Abstract

Abstract Context There is concern in France about geographical access to health care, particularly in remote areas with scarce medical services. The objective of our study was to compare the care pathway of stroke patients according to their residence context (rural/urban) and their affiliation to the “agricultural social security” scheme (“MSA”). Methods The study population included ischaemic strokes occurring between 2010 and 2013 in the 79 communes covered by the Brest stroke register (BSR). State sequence analysis using BSR data linked to medico-administrative records led to the construction of a typology of care pathways encompassing a period of 12 months before and after stroke occurrence. The associations between the typology, communal density (3 levels: dense, intermediate, and sparse), and affiliation to MSA were analysed by multinomial logistic regression. Results The study involved 2499 strokes (men 47%, mean age 71 years) distributed equally between the three levels of density. The pathway typology identifies a 1st group of severe strokes (n = 539). Pre-stroke care consumption distinguishes the 2nd (high consumption, n = 844) and 3rd (low, n = 1117) groups. Communal density was not associated with the pathway type, although the use of post-hospitalisation care was lower in the intermediate density (e.g. use of GP services in the year: 85% versus 92%, p < 10-3).
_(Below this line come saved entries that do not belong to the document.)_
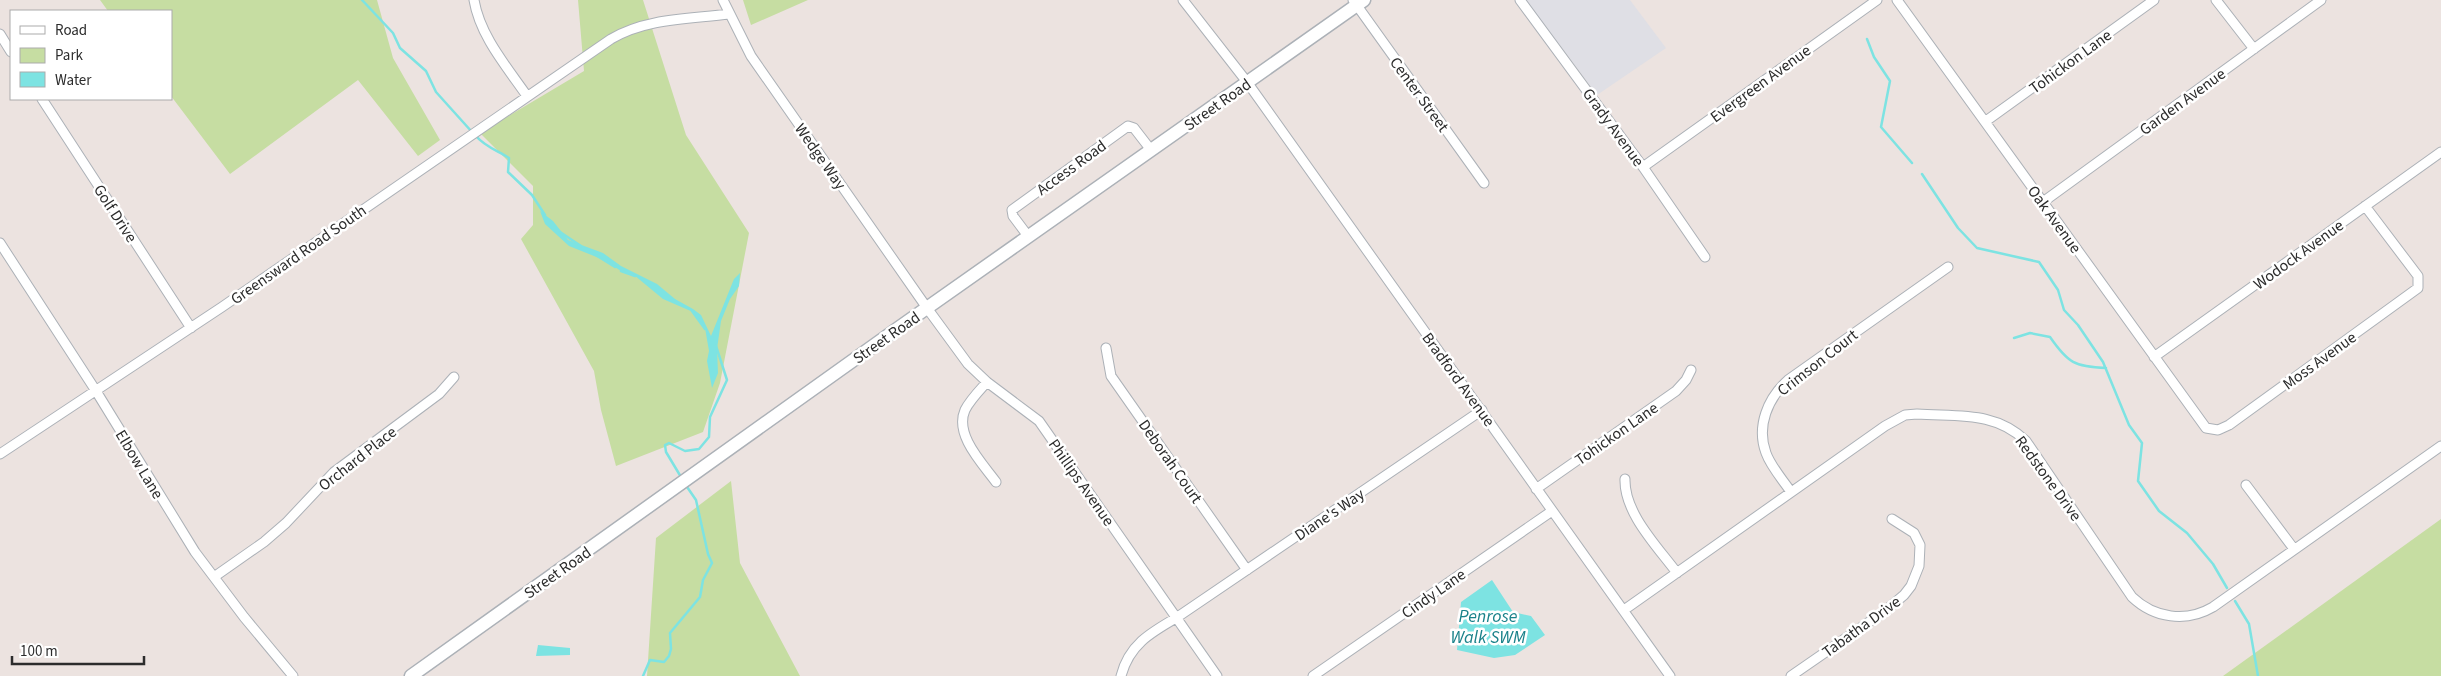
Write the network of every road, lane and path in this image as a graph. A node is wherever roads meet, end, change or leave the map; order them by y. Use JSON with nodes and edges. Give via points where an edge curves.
{"nodes":[{"id":1,"x":474,"y":0,"type":"edge"},
{"id":2,"x":723,"y":0,"type":"edge"},
{"id":3,"x":1183,"y":0,"type":"edge"},
{"id":4,"x":1520,"y":0,"type":"edge"},
{"id":5,"x":1877,"y":0,"type":"edge"},
{"id":6,"x":1897,"y":0,"type":"edge"},
{"id":7,"x":2154,"y":0,"type":"edge"},
{"id":8,"x":2216,"y":0,"type":"edge"},
{"id":9,"x":2321,"y":0,"type":"edge"},
{"id":10,"x":1358,"y":2,"type":"edge"},
{"id":11,"x":729,"y":14,"type":"junction"},
{"id":12,"x":0,"y":34,"type":"edge"},
{"id":13,"x":2254,"y":49,"type":"junction"},
{"id":14,"x":10,"y":50,"type":"edge"},
{"id":15,"x":1247,"y":82,"type":"junction"},
{"id":16,"x":527,"y":96,"type":"junction"},
{"id":17,"x":43,"y":100,"type":"edge"},
{"id":18,"x":1986,"y":122,"type":"junction"},
{"id":19,"x":1151,"y":150,"type":"junction"},
{"id":20,"x":2441,"y":152,"type":"edge"},
{"id":21,"x":1643,"y":167,"type":"junction"},
{"id":22,"x":1484,"y":183,"type":"dead end"},
{"id":23,"x":2042,"y":202,"type":"junction"},
{"id":24,"x":2365,"y":206,"type":"junction"},
{"id":25,"x":1028,"y":236,"type":"junction"},
{"id":26,"x":0,"y":243,"type":"edge"},
{"id":27,"x":1705,"y":257,"type":"dead end"},
{"id":28,"x":1948,"y":267,"type":"dead end"},
{"id":29,"x":926,"y":308,"type":"junction"},
{"id":30,"x":191,"y":328,"type":"junction"},
{"id":31,"x":1106,"y":348,"type":"dead end"},
{"id":32,"x":2154,"y":357,"type":"junction"},
{"id":33,"x":1691,"y":370,"type":"dead end"},
{"id":34,"x":454,"y":377,"type":"dead end"},
{"id":35,"x":987,"y":382,"type":"junction"},
{"id":36,"x":96,"y":391,"type":"junction"},
{"id":37,"x":1482,"y":410,"type":"junction"},
{"id":38,"x":2218,"y":430,"type":"joint"},
{"id":39,"x":2441,"y":446,"type":"edge"},
{"id":40,"x":0,"y":454,"type":"edge"},
{"id":41,"x":1625,"y":480,"type":"dead end"},
{"id":42,"x":996,"y":482,"type":"dead end"},
{"id":43,"x":2246,"y":485,"type":"dead end"},
{"id":44,"x":1536,"y":489,"type":"junction"},
{"id":45,"x":1791,"y":492,"type":"junction"},
{"id":46,"x":1552,"y":511,"type":"junction"},
{"id":47,"x":1892,"y":519,"type":"dead end"},
{"id":48,"x":2294,"y":549,"type":"junction"},
{"id":49,"x":1247,"y":570,"type":"junction"},
{"id":50,"x":1677,"y":573,"type":"junction"},
{"id":51,"x":214,"y":577,"type":"junction"},
{"id":52,"x":1624,"y":610,"type":"junction"},
{"id":53,"x":1176,"y":618,"type":"junction"},
{"id":54,"x":292,"y":676,"type":"edge"},
{"id":55,"x":411,"y":676,"type":"edge"},
{"id":56,"x":1121,"y":676,"type":"edge"},
{"id":57,"x":1217,"y":676,"type":"edge"},
{"id":58,"x":1313,"y":676,"type":"edge"},
{"id":59,"x":1670,"y":676,"type":"edge"},
{"id":60,"x":1791,"y":676,"type":"edge"}],
"edges":[{"from":1,"to":16,"type":"street","via":[[480,22],[496,52]]},
{"from":2,"to":11,"type":"street","name":"Wedge Way"},
{"from":3,"to":15,"type":"street","name":"Bradford Avenue"},
{"from":4,"to":21,"type":"street","name":"Grady Avenue"},
{"from":5,"to":21,"type":"street","name":"Evergreen Avenue"},
{"from":6,"to":18,"type":"street","name":"Oak Avenue"},
{"from":7,"to":18,"type":"street","name":"Tohickon Lane"},
{"from":8,"to":13,"type":"street"},
{"from":9,"to":13,"type":"street","name":"Garden Avenue"},
{"from":10,"to":15,"type":"main road","name":"Street Road"},
{"from":10,"to":22,"type":"street","name":"Center Street"},
{"from":11,"to":16,"type":"street","name":"Greensward Road South","via":[[658,22],[630,29],[611,38]]},
{"from":11,"to":29,"type":"street","name":"Wedge Way","via":[[751,56]]},
{"from":12,"to":14,"type":"street"},
{"from":13,"to":23,"type":"street","name":"Garden Avenue"},
{"from":15,"to":19,"type":"main road","name":"Street Road"},
{"from":15,"to":37,"type":"street","name":"Bradford Avenue"},
{"from":16,"to":30,"type":"street","name":"Greensward Road South"},
{"from":17,"to":30,"type":"street","name":"Golf Drive"},
{"from":18,"to":23,"type":"street","name":"Oak Avenue"},
{"from":19,"to":25,"type":"main road","name":"Street Road"},
{"from":19,"to":25,"type":"street","name":"Access Road","via":[[1134,128],[1128,126],[1012,210]]},
{"from":20,"to":24,"type":"street","name":"Wodock Avenue"},
{"from":21,"to":27,"type":"street","name":"Grady Avenue"},
{"from":23,"to":32,"type":"street","name":"Oak Avenue"},
{"from":24,"to":32,"type":"street","name":"Wodock Avenue"},
{"from":24,"to":38,"type":"street","name":"Moss Avenue","via":[[2418,276],[2418,288]]},
{"from":25,"to":29,"type":"main road","name":"Street Road"},
{"from":26,"to":36,"type":"street","name":"Elbow Lane"},
{"from":28,"to":45,"type":"street","name":"Crimson Court","via":[[1788,380],[1774,394],[1763,425],[1763,442],[1769,461]]},
{"from":29,"to":35,"type":"street","name":"Phillips Avenue","via":[[968,364]]},
{"from":29,"to":55,"type":"main road","name":"Street Road"},
{"from":30,"to":36,"type":"street","name":"Greensward Road South"},
{"from":31,"to":49,"type":"street","name":"Deborah Court","via":[[1111,376]]},
{"from":32,"to":38,"type":"street","name":"Oak Avenue","via":[[2200,424]]},
{"from":33,"to":44,"type":"street","name":"Tohickon Lane","via":[[1676,391]]},
{"from":34,"to":51,"type":"street","name":"Orchard Place","via":[[439,394],[334,472],[264,542]]},
{"from":35,"to":42,"type":"street","via":[[964,412],[963,426],[974,453]]},
{"from":35,"to":53,"type":"street","name":"Phillips Avenue","via":[[1039,421]]},
{"from":36,"to":40,"type":"street","name":"Greensward Road South"},
{"from":36,"to":51,"type":"street","name":"Elbow Lane","via":[[159,496]]},
{"from":37,"to":44,"type":"street","name":"Bradford Avenue"},
{"from":37,"to":49,"type":"street","name":"Diane's Way"},
{"from":39,"to":48,"type":"street","name":"Redstone Drive"},
{"from":41,"to":50,"type":"street","via":[[1624,492],[1630,508]]},
{"from":43,"to":48,"type":"street"},
{"from":44,"to":46,"type":"street","name":"Bradford Avenue"},
{"from":45,"to":48,"type":"street","name":"Redstone Drive","via":[[1905,415],[1986,419],[2008,426],[2026,441],[2132,597],[2155,612],[2185,616],[2208,610]]},
{"from":45,"to":50,"type":"street","name":"Redstone Drive"},
{"from":46,"to":52,"type":"street","name":"Bradford Avenue"},
{"from":46,"to":58,"type":"street","name":"Cindy Lane"},
{"from":47,"to":60,"type":"street","name":"Tabatha Drive","via":[[1914,533],[1920,545],[1919,566],[1911,586],[1885,611]]},
{"from":49,"to":53,"type":"street","name":"Diane's Way"},
{"from":50,"to":52,"type":"street","name":"Redstone Drive"},
{"from":51,"to":54,"type":"street","name":"Elbow Lane"},
{"from":52,"to":59,"type":"street","name":"Bradford Avenue"},
{"from":53,"to":56,"type":"street","name":"Diane's Way","via":[[1132,649]]},
{"from":53,"to":57,"type":"street","name":"Phillips Avenue"}]}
Affiliation to MSA (n = 389, 16%) was positively associated with the low care consumption group. MSA patients had a lower prevalence of diabetes (10.5 versus 14.4%, p = 0.05) but a higher prevalence of cardiac arrhythmia (29% versus 22%, p < 0.01). Stroke occurred significantly later in these patients (e.g. mean age in men: 76 versus 70, p < 10-3). Conclusions In the BSR territory, stroke patients’ pathway did not vary according to communal density suggesting equitable access to care. The unexpected result of higher age at stroke occurrence among MSA patients (reflecting lower incidence) requests further investigation. Key messages • Access to stroke care was comparable in rural and urban areas of Brittany, France. • Affiliation to the agricultural social security scheme was associated with lower risk of stroke.